OTTR for NGS cDNA library generation. (A) Optimized workflow for single-tube synthesis of cDNA libraries. A pool of RNA and/or DNA input molecules (maroon) is first labeled by BoMoC with 3′ ddRTP. Buffer conditions are then toggled from Mn²⁺ to Mg²⁺ and any free ddRTPs are inactivated. Next, dNTPs, oligonucleotides, and BoMoC are added to initiate cDNA synthesis from the RNA-DNA primer duplex across the IT (maroon), ending after copying the AT (green). If desired, products can then be treated with RNase A and RNase H to remove RNA, yielding the desired cDNA. The illustrated blocking groups are detailed in SI Appendix, Table S1. (B) Schematic of primers involved in Illumina Full-length (Top) or Universal (Bottom) adaptor addition and their respective cDNA library products. DNA primers were the complement of P7-i7-R2 or R2, while ATs were P5-i5-R1 or R1. In the Full-length adaptor strategy, only cDNA products elongated by copying the AT can bind to the flow cell.

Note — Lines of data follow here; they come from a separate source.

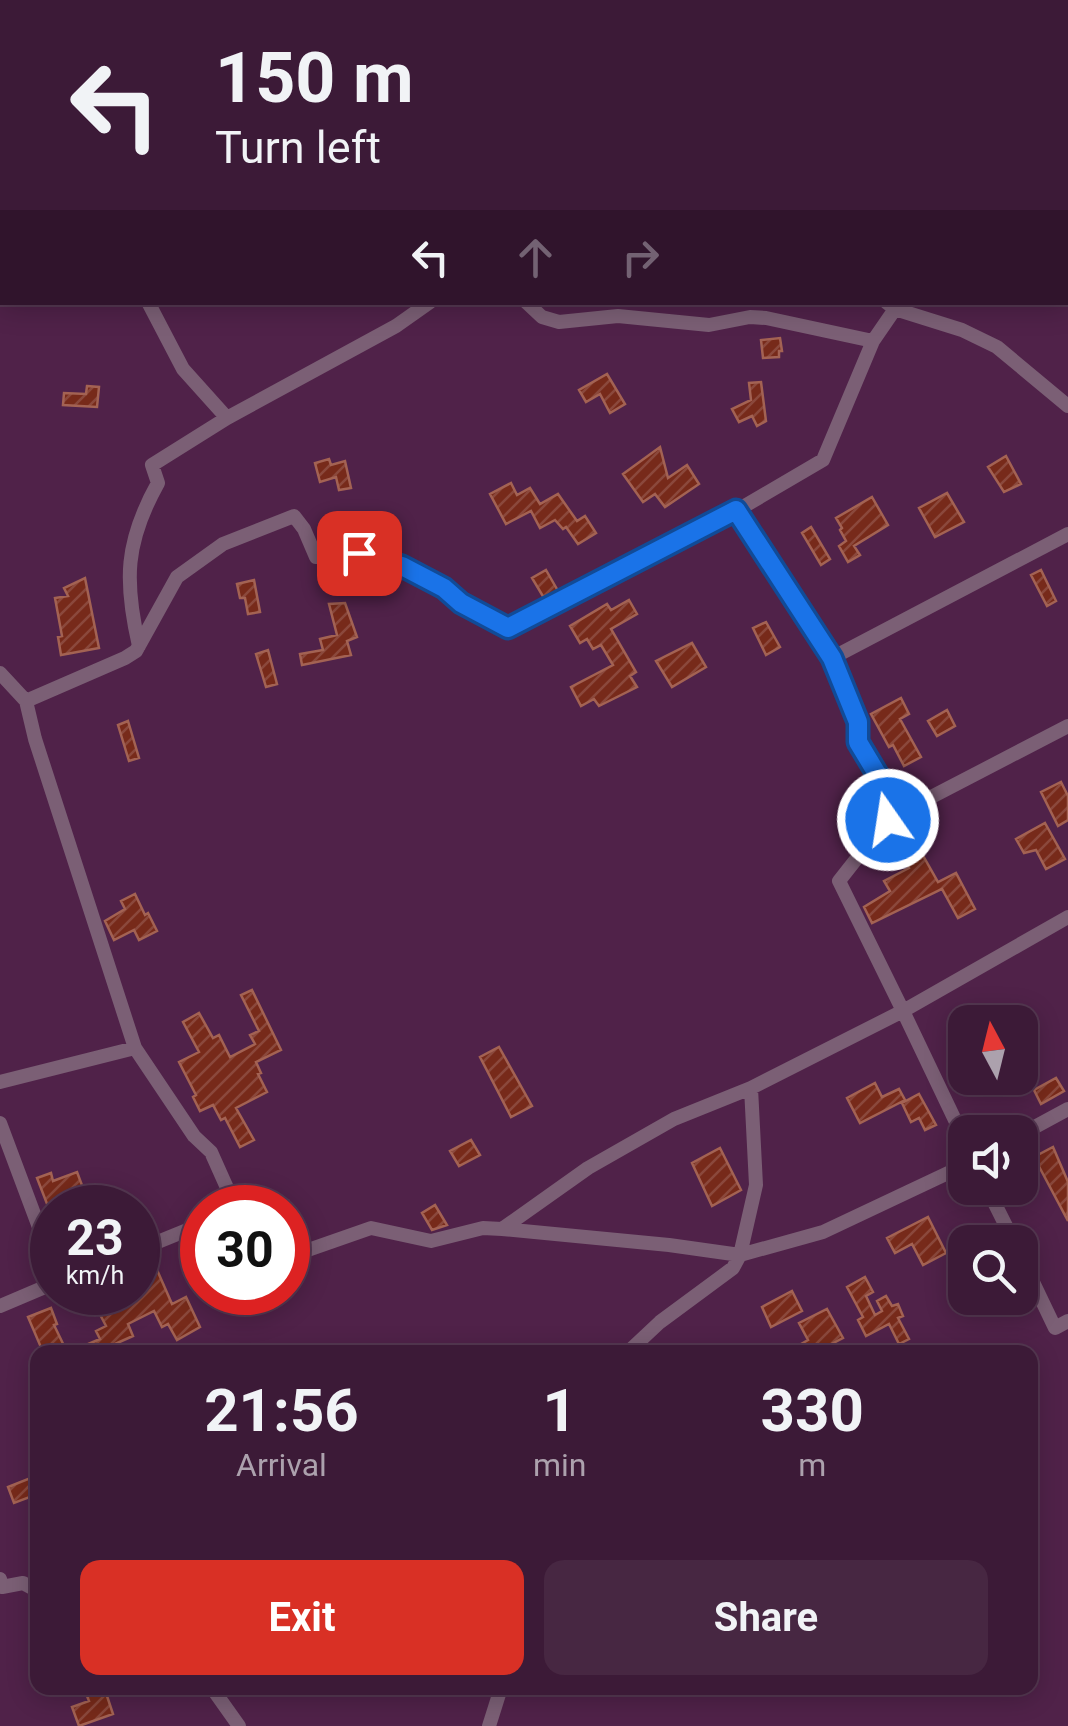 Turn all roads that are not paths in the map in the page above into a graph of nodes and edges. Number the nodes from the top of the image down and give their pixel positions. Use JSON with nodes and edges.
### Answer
{"nodes":[{"id":1,"x":150,"y":305,"type":"edge"},
{"id":2,"x":426,"y":305,"type":"edge"},
{"id":3,"x":529,"y":305,"type":"edge"},
{"id":4,"x":891,"y":306,"type":"edge"},
{"id":5,"x":873,"y":341,"type":"junction"},
{"id":6,"x":1068,"y":406,"type":"edge"},
{"id":7,"x":228,"y":418,"type":"junction"},
{"id":8,"x":736,"y":510,"type":"junction"},
{"id":9,"x":1068,"y":534,"type":"edge"},
{"id":10,"x":139,"y":646,"type":"junction"},
{"id":11,"x":832,"y":658,"type":"junction"},
{"id":12,"x":0,"y":673,"type":"edge"},
{"id":13,"x":26,"y":701,"type":"junction"},
{"id":14,"x":1068,"y":726,"type":"edge"},
{"id":15,"x":888,"y":820,"type":"junction"},
{"id":16,"x":1068,"y":917,"type":"edge"},
{"id":17,"x":903,"y":1011,"type":"junction"},
{"id":18,"x":135,"y":1048,"type":"junction"},
{"id":19,"x":0,"y":1082,"type":"edge"},
{"id":20,"x":752,"y":1088,"type":"junction"},
{"id":21,"x":1068,"y":1109,"type":"edge"},
{"id":22,"x":953,"y":1115,"type":"edge"},
{"id":23,"x":0,"y":1124,"type":"edge"},
{"id":24,"x":1038,"y":1125,"type":"edge"},
{"id":25,"x":948,"y":1172,"type":"edge"},
{"id":26,"x":226,"y":1185,"type":"edge"},
{"id":27,"x":30,"y":1204,"type":"edge"},
{"id":28,"x":502,"y":1229,"type":"junction"},
{"id":29,"x":310,"y":1249,"type":"edge"},
{"id":30,"x":740,"y":1255,"type":"junction"},
{"id":31,"x":30,"y":1293,"type":"edge"},
{"id":32,"x":1038,"y":1293,"type":"edge"},
{"id":33,"x":0,"y":1306,"type":"edge"},
{"id":34,"x":1068,"y":1322,"type":"edge"},
{"id":35,"x":641,"y":1345,"type":"edge"},
{"id":36,"x":0,"y":1579,"type":"edge"},
{"id":37,"x":30,"y":1587,"type":"edge"},
{"id":38,"x":217,"y":1695,"type":"edge"},
{"id":39,"x":499,"y":1695,"type":"edge"},
{"id":40,"x":239,"y":1726,"type":"edge"},
{"id":41,"x":488,"y":1726,"type":"edge"}],
"edges":[{"from":1,"to":7,"type":"street"},
{"from":2,"to":7,"type":"street"},
{"from":3,"to":5,"type":"street"},
{"from":4,"to":5,"type":"street"},
{"from":4,"to":6,"type":"street"},
{"from":5,"to":8,"type":"street"},
{"from":7,"to":10,"type":"street"},
{"from":8,"to":10,"type":"street"},
{"from":8,"to":11,"type":"street"},
{"from":9,"to":11,"type":"street"},
{"from":10,"to":13,"type":"street"},
{"from":11,"to":15,"type":"street"},
{"from":12,"to":13,"type":"street"},
{"from":13,"to":18,"type":"street"},
{"from":14,"to":15,"type":"street"},
{"from":15,"to":17,"type":"street"},
{"from":16,"to":17,"type":"street"},
{"from":17,"to":20,"type":"street"},
{"from":17,"to":22,"type":"street"},
{"from":18,"to":19,"type":"street"},
{"from":18,"to":26,"type":"street"},
{"from":20,"to":28,"type":"street"},
{"from":20,"to":30,"type":"street"},
{"from":21,"to":24,"type":"street"},
{"from":23,"to":27,"type":"street"},
{"from":25,"to":30,"type":"street"},
{"from":28,"to":29,"type":"street"},
{"from":28,"to":30,"type":"street"},
{"from":30,"to":35,"type":"street"},
{"from":31,"to":33,"type":"street"},
{"from":32,"to":34,"type":"street"},
{"from":36,"to":37,"type":"street"},
{"from":38,"to":40,"type":"street"},
{"from":39,"to":41,"type":"street"}]}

The covalently linked blocking group is indicated by a diamond. (C and D) Proof of principle for OTTR library generation using an RNA oligonucleotide template with Full-length (C) or Universal (D) adaptors. All reactions contained primer duplex. Only reactions containing primer duplex, RNA template, AT, and BoMoC (lanes 5 and 6) generate properly sized cDNA library product. Universal adaptor RT reactions required PCR amplification for P5 and P7 sequence fusion and indexing (D, Bottom). DAP, 2-amino-2′-deoxyadenosine triphosphate.